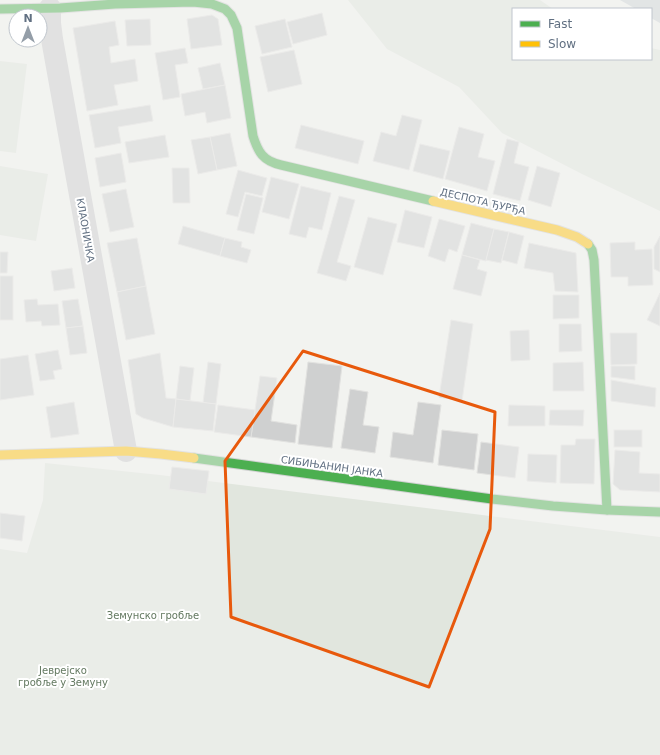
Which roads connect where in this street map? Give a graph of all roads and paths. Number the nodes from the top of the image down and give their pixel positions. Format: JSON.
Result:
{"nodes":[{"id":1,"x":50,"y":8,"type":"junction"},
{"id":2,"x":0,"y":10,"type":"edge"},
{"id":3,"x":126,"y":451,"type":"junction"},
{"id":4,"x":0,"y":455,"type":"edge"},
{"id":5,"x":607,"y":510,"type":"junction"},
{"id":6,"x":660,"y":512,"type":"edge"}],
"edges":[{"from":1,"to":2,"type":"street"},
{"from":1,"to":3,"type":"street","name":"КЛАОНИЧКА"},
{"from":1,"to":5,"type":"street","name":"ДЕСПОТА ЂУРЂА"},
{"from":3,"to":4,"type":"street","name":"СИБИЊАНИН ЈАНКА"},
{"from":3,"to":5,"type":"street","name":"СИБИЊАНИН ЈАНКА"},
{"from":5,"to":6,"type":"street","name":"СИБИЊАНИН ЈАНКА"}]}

=======

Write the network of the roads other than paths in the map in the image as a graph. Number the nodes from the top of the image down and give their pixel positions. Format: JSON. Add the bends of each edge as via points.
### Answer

=======

- **WHAT THIS TASK INVOLVES**
Reply with every line of the listing that has the string "Format".

- **RESULT OF THIS EXERCISE**
Which roads connect where in this street map? Give a graph of all roads and paths. Number the nodes from the top of the image down and give their pixel positions. Format: JSON.
Write the network of the roads other than paths in the map in the image as a graph. Number the nodes from the top of the image down and give their pixel positions. Format: JSON. Add the bends of each edge as via points.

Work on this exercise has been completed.